Câmara de Penha esclarece critérios legais para eventual convocação de suplente
CVP 27/2026
A Câmara de Vereadores de Penha informa à população quais procedimentos institucionais serão adotados em razão do afastamento do vereador Luciano de Jesus da Silva, após decisão judicial que determinou sua prisão preventiva no âmbito de investigação conduzida pelo Ministério Público.
De acordo com o presidente em exercício, Diego Matiello, uma eventual convocação de suplente depende do cumprimento de critérios previstos em lei e do entendimento jurídico já consolidado no país. Portanto, não se trata de uma decisão política ou discricionária da Câmara.
Pela legislação, a convocação de suplente só pode ocorrer em caso de afastamento por período superior a 120 dias. Assim, quando a decisão judicial não estabelece de forma expressa o prazo do afastamento, ou enquanto esse período não ultrapassar 120 dias, não há possibilidade jurídica de convocação imediata.
A Câmara também esclarece que a prisão preventiva afasta o vereador do exercício das funções parlamentares, mas não define, por si só, quanto tempo esse afastamento irá durar. Isso porque a medida pode ser revista a qualquer momento pela autoridade competente, o que pode permitir eventual retorno ao cargo.
Em relação ao pagamento de subsídios (salário), não haverá repasse durante o período de afastamento. A previsão está no artigo 59, §4º, da Lei Orgânica do Município de Penha, que determina que o vereador preso ou afastado por decisão judicial ou administrativa, e que não comparecer às sessões, não tem direito ao recebimento dos subsídios mensais.
A Câmara registra ainda que, na data de ontem, 9 de abril, foi apresentada defesa prévia no âmbito da Comissão Parlamentar Processante, que seguirá seu trâmite regular conforme a legislação aplicável.

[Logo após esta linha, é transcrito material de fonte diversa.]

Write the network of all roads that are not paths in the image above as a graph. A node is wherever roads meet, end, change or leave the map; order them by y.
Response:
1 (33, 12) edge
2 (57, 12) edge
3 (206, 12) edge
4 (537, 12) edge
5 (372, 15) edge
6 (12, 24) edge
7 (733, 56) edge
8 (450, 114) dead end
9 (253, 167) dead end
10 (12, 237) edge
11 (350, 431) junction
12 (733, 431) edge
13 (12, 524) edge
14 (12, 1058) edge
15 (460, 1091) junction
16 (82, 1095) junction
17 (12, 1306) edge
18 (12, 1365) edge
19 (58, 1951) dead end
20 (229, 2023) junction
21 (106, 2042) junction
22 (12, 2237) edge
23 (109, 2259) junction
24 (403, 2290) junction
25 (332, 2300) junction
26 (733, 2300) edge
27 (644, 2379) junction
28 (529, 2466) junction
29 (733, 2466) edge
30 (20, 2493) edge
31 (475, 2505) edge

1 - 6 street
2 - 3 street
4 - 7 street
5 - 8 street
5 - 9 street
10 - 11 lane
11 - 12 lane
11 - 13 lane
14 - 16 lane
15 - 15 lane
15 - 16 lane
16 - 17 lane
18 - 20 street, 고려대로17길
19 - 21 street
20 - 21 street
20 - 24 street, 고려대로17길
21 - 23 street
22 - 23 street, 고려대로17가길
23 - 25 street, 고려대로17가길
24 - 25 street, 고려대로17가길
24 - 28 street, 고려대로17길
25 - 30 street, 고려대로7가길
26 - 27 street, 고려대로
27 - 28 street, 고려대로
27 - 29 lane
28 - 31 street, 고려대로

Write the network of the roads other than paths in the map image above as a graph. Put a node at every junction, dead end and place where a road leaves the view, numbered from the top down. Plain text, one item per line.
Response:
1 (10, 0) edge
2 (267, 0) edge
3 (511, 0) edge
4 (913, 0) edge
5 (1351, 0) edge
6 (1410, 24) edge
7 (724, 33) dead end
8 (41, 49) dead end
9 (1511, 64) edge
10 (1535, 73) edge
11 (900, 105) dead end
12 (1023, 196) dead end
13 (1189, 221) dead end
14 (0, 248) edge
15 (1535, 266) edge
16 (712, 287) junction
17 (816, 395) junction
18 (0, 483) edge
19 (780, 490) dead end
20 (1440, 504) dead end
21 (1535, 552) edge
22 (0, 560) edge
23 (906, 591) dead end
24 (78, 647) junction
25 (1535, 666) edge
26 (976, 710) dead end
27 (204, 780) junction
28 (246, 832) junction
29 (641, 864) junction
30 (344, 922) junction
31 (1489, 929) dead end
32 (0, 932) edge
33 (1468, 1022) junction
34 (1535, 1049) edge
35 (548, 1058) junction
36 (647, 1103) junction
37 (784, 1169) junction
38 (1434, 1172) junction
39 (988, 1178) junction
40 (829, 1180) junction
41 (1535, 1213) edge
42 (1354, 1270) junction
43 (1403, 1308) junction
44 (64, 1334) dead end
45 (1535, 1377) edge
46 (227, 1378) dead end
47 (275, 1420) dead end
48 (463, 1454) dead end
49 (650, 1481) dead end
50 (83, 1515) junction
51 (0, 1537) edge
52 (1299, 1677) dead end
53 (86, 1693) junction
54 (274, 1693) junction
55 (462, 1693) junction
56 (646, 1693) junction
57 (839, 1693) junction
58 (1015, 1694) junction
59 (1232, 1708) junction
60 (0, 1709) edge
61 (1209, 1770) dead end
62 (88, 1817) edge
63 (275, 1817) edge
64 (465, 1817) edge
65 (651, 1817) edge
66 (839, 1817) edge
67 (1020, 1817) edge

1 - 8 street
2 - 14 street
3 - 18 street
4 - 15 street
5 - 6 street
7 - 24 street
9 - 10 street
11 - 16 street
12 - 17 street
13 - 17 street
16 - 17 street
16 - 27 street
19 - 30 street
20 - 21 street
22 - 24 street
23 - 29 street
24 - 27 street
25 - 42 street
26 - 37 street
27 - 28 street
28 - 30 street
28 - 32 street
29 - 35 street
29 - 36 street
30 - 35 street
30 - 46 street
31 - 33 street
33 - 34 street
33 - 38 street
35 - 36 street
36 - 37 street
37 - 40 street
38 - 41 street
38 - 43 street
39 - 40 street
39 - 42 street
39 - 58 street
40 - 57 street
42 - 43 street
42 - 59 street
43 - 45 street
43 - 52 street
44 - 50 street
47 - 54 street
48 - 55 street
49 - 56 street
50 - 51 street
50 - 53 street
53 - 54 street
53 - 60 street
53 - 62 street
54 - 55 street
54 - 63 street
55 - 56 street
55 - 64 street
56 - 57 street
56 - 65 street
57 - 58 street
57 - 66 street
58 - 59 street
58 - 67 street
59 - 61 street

Diante desse cenário, a Câmara Municipal adotará as seguintes providências institucionais: fará o registro formal do afastamento, com acompanhamento da evolução do caso conforme a legislação vigente; solicitará e analisará informações oficiais sobre a situação processual e sobre eventual definição de prazo de afastamento; e adotará imediatamente as medidas necessárias para convocação de suplente caso seja fixado prazo superior a 120 dias, ou caso esse período seja ultrapassado, nos termos da lei.